Your answer must be a single number: how many lines in the records include the word "canvas".

──────── Information shown

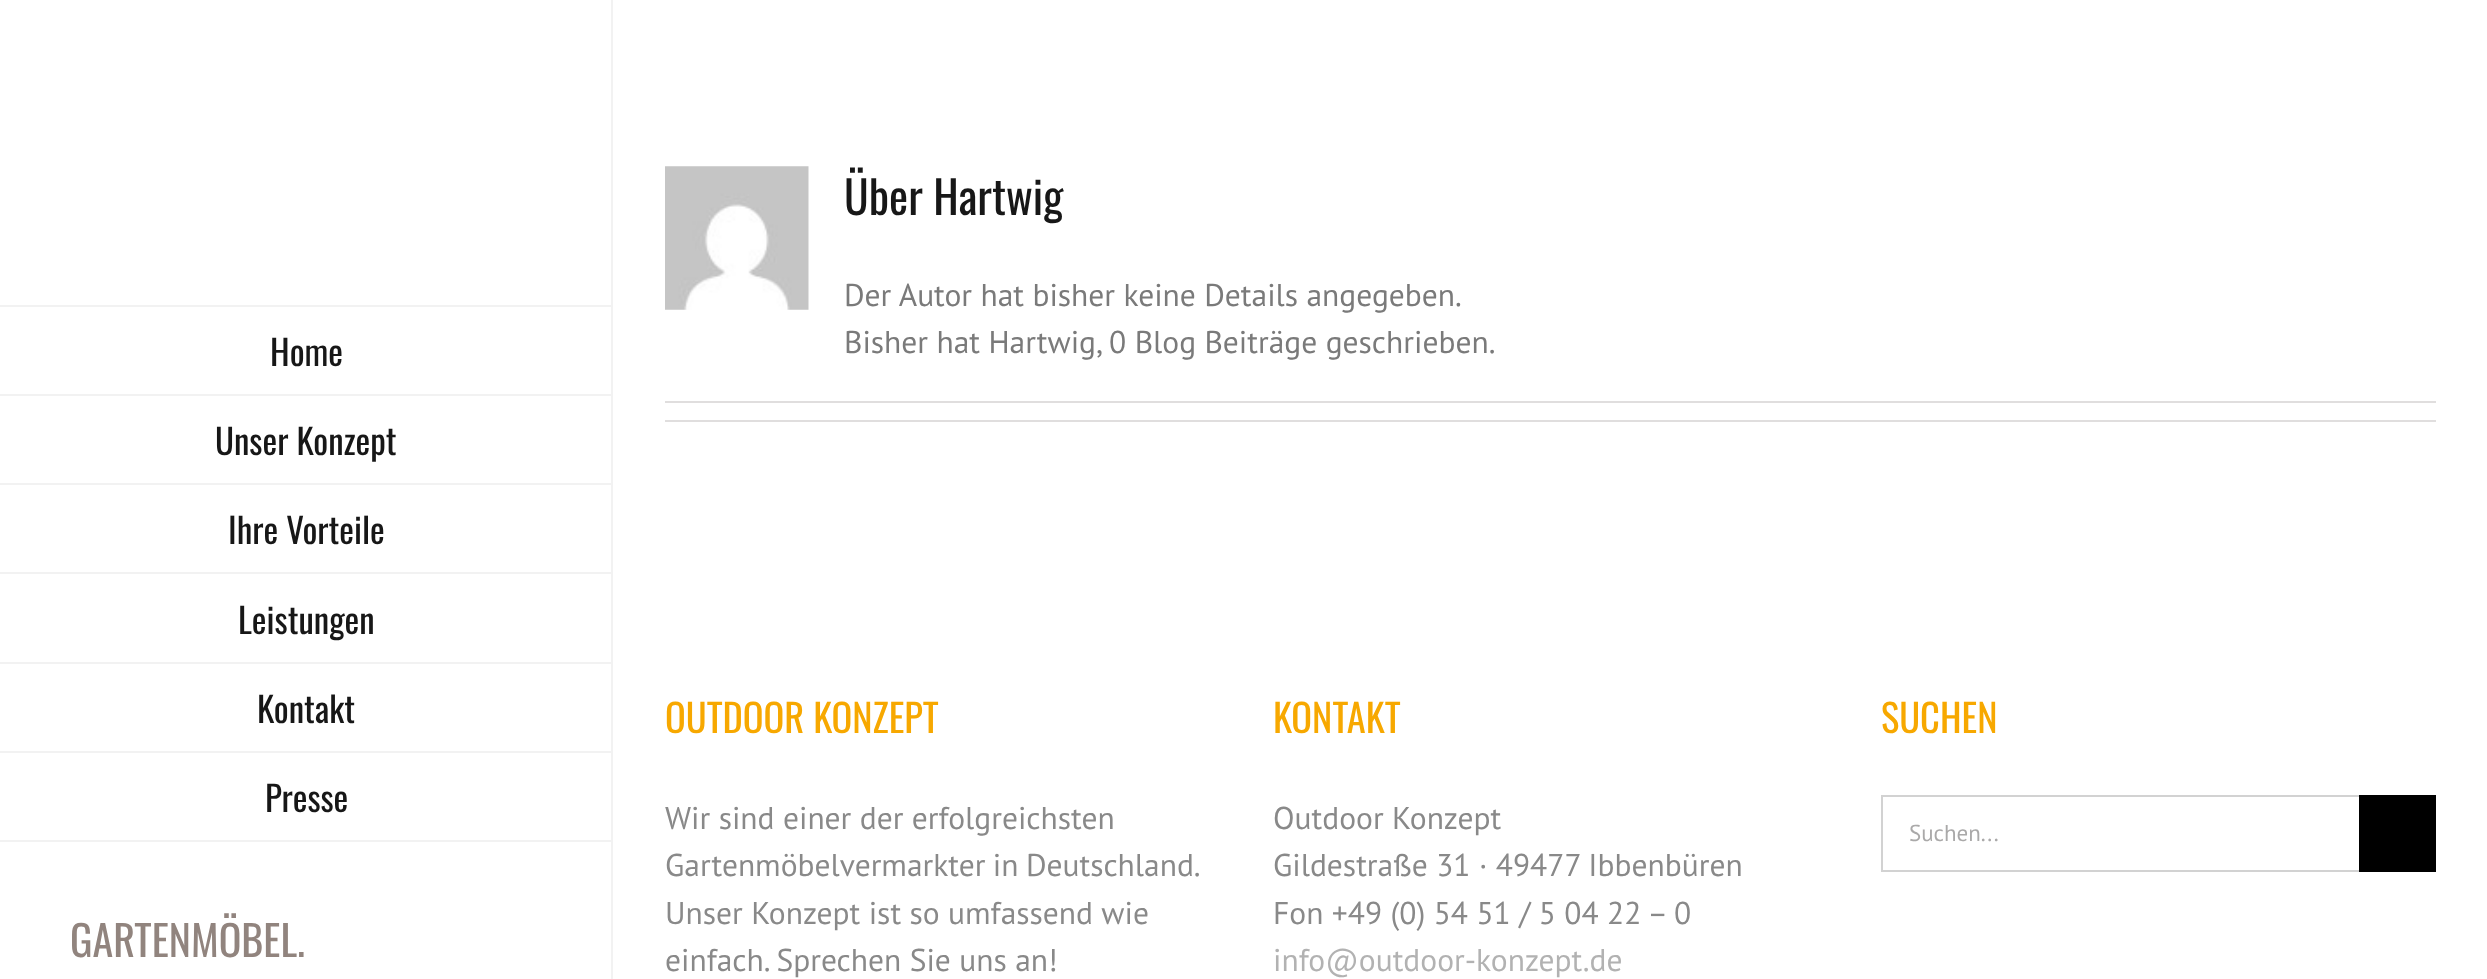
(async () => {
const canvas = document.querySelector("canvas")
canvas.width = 2487
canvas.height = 979
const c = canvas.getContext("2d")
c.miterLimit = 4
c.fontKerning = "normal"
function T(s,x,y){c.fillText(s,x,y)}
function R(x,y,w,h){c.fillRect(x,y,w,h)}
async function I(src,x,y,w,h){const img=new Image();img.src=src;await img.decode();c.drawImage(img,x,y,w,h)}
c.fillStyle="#fff"
R(0,0,2487,979)
await I("1.png",665,166,144,144)
c.font="45.5px Oswald"
c.fillStyle="#171717"
T("Über Hartwig",844,215)
c.font="31.5px PT Sans"
c.fillStyle="#7a7a7a"
T("Der Autor hat bisher keine Details angegeben.",844,306)
T("Bisher hat Hartwig, 0 Blog Beiträge geschrieben.",844,353)
c.fillStyle="#e0dede"
R(665,401,1771,2)
R(665,420,1771,2)
c.fillStyle="#f2f2f2"
R(611,0,2,979)
R(0,305,613,2)
R(0,394,613,2)
c.font="35px Oswald"
c.fillStyle="#171717"
T("Home",270,366)
c.fillStyle="#f2f2f2"
R(0,483,613,2)
c.fillStyle="#171717"
T("Unser Konzept",215,455)
c.fillStyle="#f2f2f2"
R(0,572,613,2)
c.fillStyle="#171717"
T("Ihre Vorteile",228,544)
c.fillStyle="#f2f2f2"
R(0,662,613,2)
c.fillStyle="#171717"
T("Leistungen",238,634)
c.fillStyle="#f2f2f2"
R(0,751,613,2)
c.fillStyle="#171717"
T("Kontakt",257,723)
c.fillStyle="#f2f2f2"
R(0,840,613,2)
c.fillStyle="#171717"
T("Presse",265,812)
c.font="42px Oswald"
c.fillStyle="#91847e"
T("GARTENMÖBEL.",70,957)
c.font="38.5px Oswald"
c.fillStyle="#f7a800"
T("OUTDOOR KONZEPT",665,733)
c.font="31.5px PT Sans"
c.fillStyle="#898989"
T("Wir sind einer der erfolgreichsten",665,829)
c.wordSpacing="-1px"
T("Gartenmöbelvermarkter in Deutschland.",665,876)
c.wordSpacing="0px"
T("Unser Konzept ist so umfassend wie",665,924)
T("einfach. Sprechen Sie uns an!",665,971)
c.font="38.5px Oswald"
c.fillStyle="#f7a800"
T("KONTAKT",1273,733)
c.font="31.5px PT Sans"
c.fillStyle="#898989"
T("Outdoor Konzept",1273,829)
T("Gildestraße 31 · 49477 Ibbenbüren",1273,876)
T("Fon +49 (0) 54 51 / 5 04 22 – 0",1273,924)
c.fillStyle="#b2b2b2"
T("info@outdoor-konzept.de",1273,971)
c.font="38.5px Oswald"
c.fillStyle="#f7a800"
T("SUCHEN",1881,733)
c.fillStyle="#d2d2d2"
R(1881,795,478,2)
R(1881,870,478,2)
R(1881,795,2,77)
c.font="23px PT Sans"
c.fillStyle="#aaa9a9"
T("Suchen...",1909,841)
c.fillStyle="#000"
R(2359,795,77,77)
})()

────────────────

▸ Solution to this exercise
4